* Problem requirements
Scan the lines below for "DRIVE" and copy the matches.
....
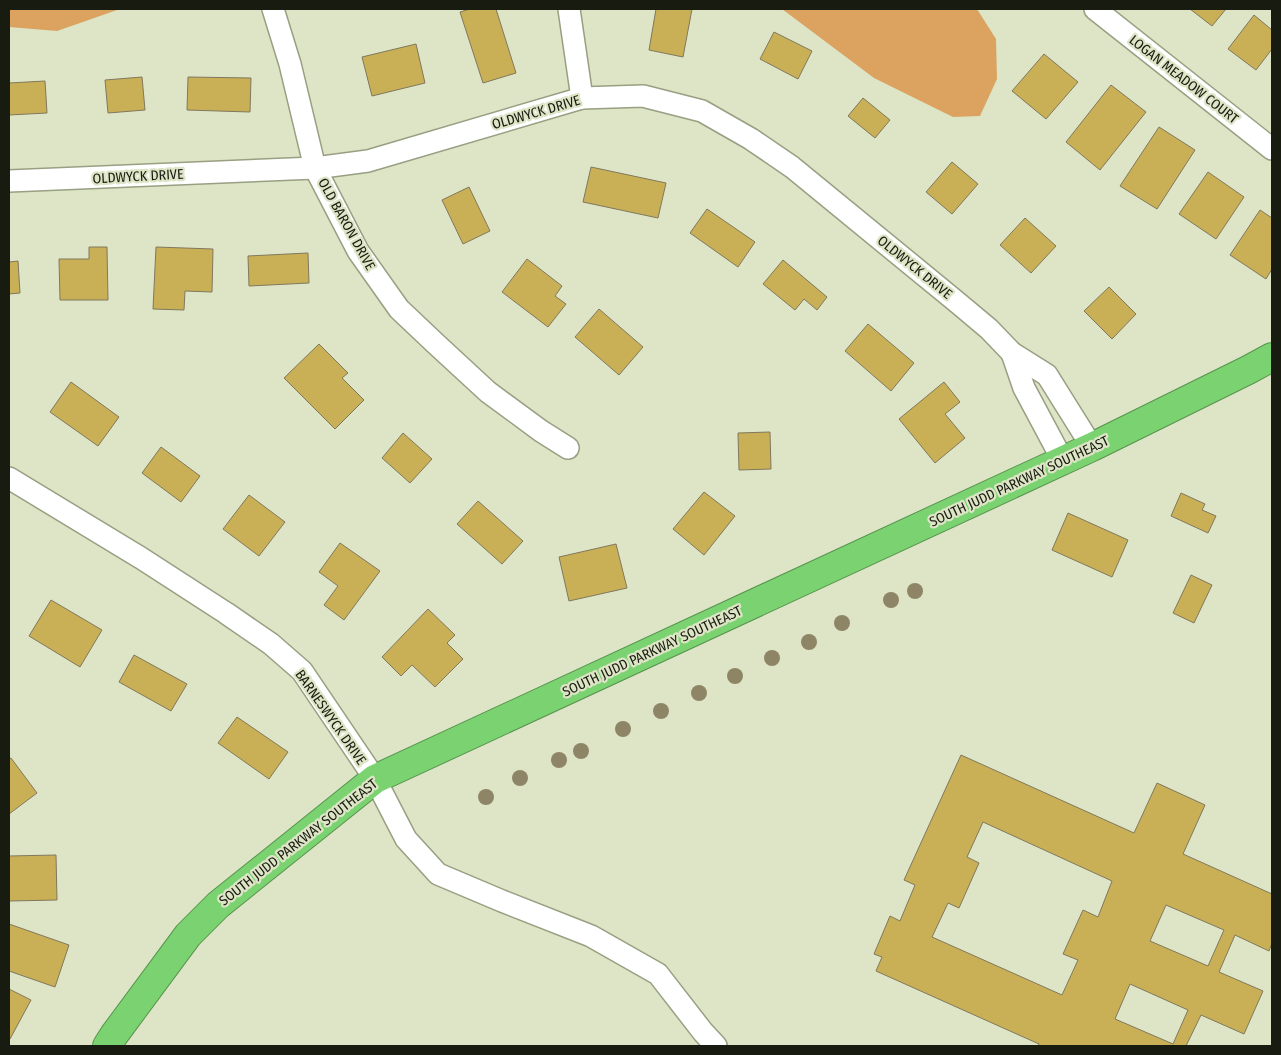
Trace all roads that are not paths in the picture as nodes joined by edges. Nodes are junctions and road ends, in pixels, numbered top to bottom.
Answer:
1 (273, 9) edge
2 (569, 9) edge
3 (1095, 9) edge
4 (582, 98) junction
5 (1272, 149) edge
6 (315, 168) junction
7 (9, 181) edge
8 (1012, 353) junction
9 (1272, 357) edge
10 (1092, 447) junction
11 (568, 448) dead end
12 (1063, 461) junction
13 (9, 478) edge
14 (375, 779) junction
15 (107, 1046) edge
16 (716, 1046) edge

1 - 6 street, OLD BARON DRIVE
2 - 4 street
3 - 5 street, LOGAN MEADOW COURT
4 - 6 street, OLDWYCK DRIVE
4 - 8 street, OLDWYCK DRIVE
6 - 7 street, OLDWYCK DRIVE
6 - 11 street, OLD BARON DRIVE
8 - 10 street, OLDWYCK DRIVE
8 - 12 street, OLDWYCK DRIVE
9 - 10 highway, SOUTH JUDD PARKWAY SOUTHEAST
10 - 12 highway, SOUTH JUDD PARKWAY SOUTHEAST
12 - 14 highway, SOUTH JUDD PARKWAY SOUTHEAST
13 - 14 street, BARNESWYCK DRIVE
14 - 15 highway, SOUTH JUDD PARKWAY SOUTHEAST
14 - 16 street, BARNESWYCK DRIVE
....
* Exercise solution
1 - 6 street, OLD BARON DRIVE
4 - 6 street, OLDWYCK DRIVE
4 - 8 street, OLDWYCK DRIVE
6 - 7 street, OLDWYCK DRIVE
6 - 11 street, OLD BARON DRIVE
8 - 10 street, OLDWYCK DRIVE
8 - 12 street, OLDWYCK DRIVE
13 - 14 street, BARNESWYCK DRIVE
14 - 16 street, BARNESWYCK DRIVE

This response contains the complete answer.